# About this task:
Everything in the listing below needs restating exactly, apart from the pictures.

# Material provided:
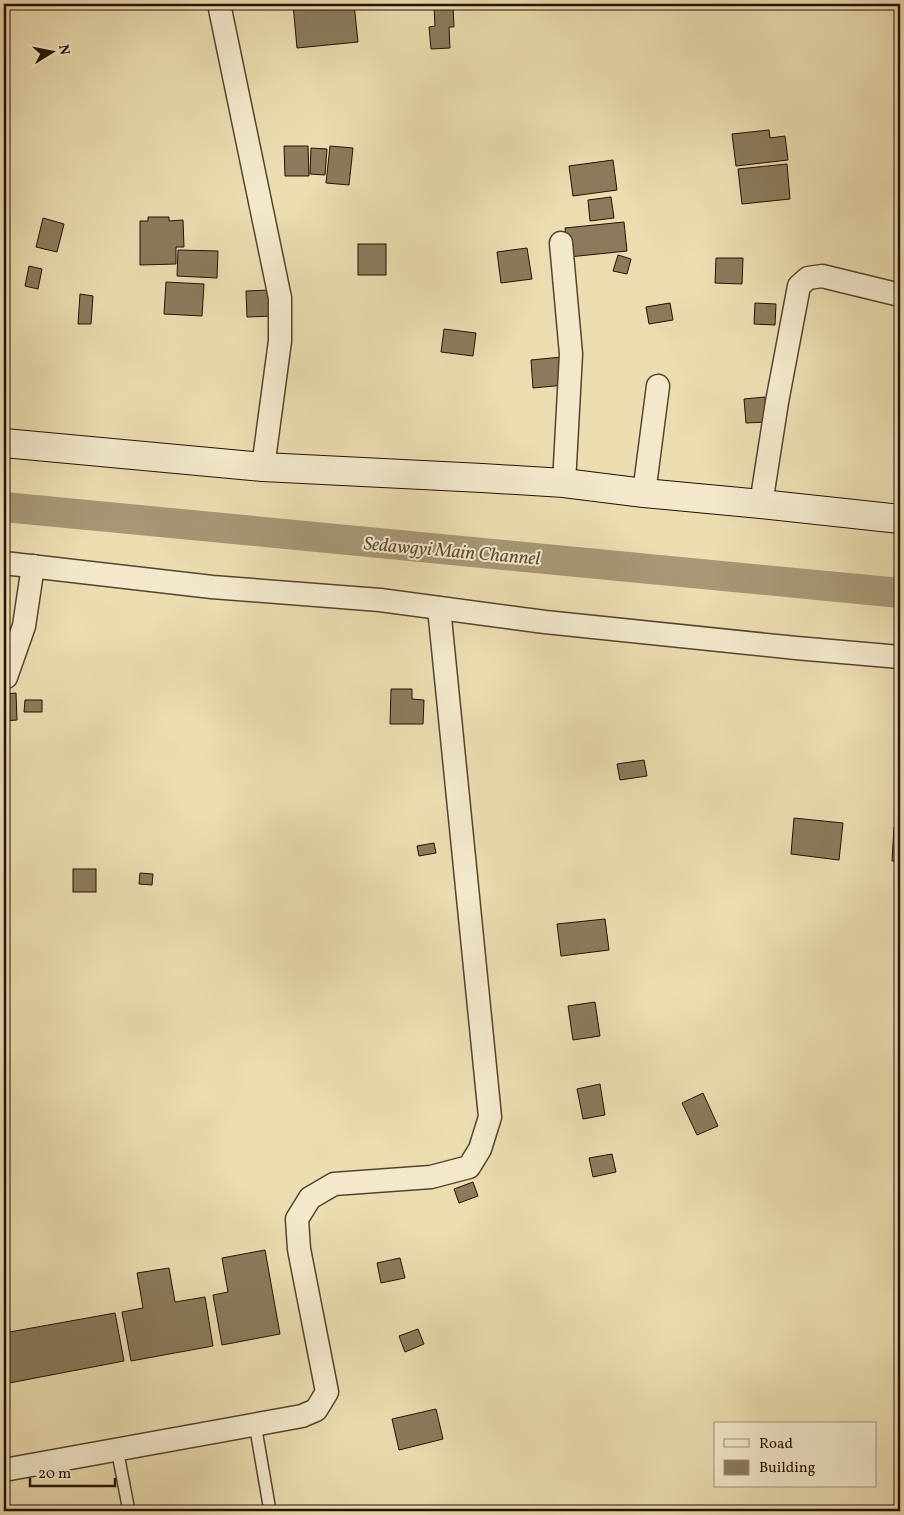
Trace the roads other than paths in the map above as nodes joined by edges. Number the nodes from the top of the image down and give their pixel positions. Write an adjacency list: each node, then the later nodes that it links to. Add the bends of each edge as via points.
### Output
1 (219, 4): 6 (street, via 280,298 280,341)
2 (561, 243): 7 (street, via 571,354)
3 (900, 294): 9 (street, via 822,276 808,278 800,286)
4 (658, 386): 8 (street)
5 (4, 443): 6 (street)
6 (263, 467): 7 (street)
7 (564, 483): 8 (street)
8 (644, 493): 9 (street)
9 (761, 504): 10 (street)
10 (900, 519)
11 (4, 564): 12 (street)
12 (32, 566): 13 (street); 15 (street, via 24,626)
13 (440, 608): 14 (street, via 545,622); 16 (street, via 490,1117 480,1149 469,1167 432,1177 334,1184 310,1198 297,1219 299,1249 327,1392 316,1410 302,1416)
14 (900, 657)
15 (6, 677)
16 (255, 1424): 17 (street); 20 (lane)
17 (117, 1449): 18 (street); 19 (lane)
18 (4, 1470)
19 (129, 1511)
20 (270, 1511)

# Completed exercise:
Trace the roads other than paths in the map above as nodes joined by edges. Number the nodes from the top of the image down and give their pixel positions. Write an adjacency list: each node, then the later nodes that it links to. Add the bends of each edge as via points.
### Output
1 (219, 4): 6 (street, via 280,298 280,341)
2 (561, 243): 7 (street, via 571,354)
3 (900, 294): 9 (street, via 822,276 808,278 800,286)
4 (658, 386): 8 (street)
5 (4, 443): 6 (street)
6 (263, 467): 7 (street)
7 (564, 483): 8 (street)
8 (644, 493): 9 (street)
9 (761, 504): 10 (street)
10 (900, 519)
11 (4, 564): 12 (street)
12 (32, 566): 13 (street); 15 (street, via 24,626)
13 (440, 608): 14 (street, via 545,622); 16 (street, via 490,1117 480,1149 469,1167 432,1177 334,1184 310,1198 297,1219 299,1249 327,1392 316,1410 302,1416)
14 (900, 657)
15 (6, 677)
16 (255, 1424): 17 (street); 20 (lane)
17 (117, 1449): 18 (street); 19 (lane)
18 (4, 1470)
19 (129, 1511)
20 (270, 1511)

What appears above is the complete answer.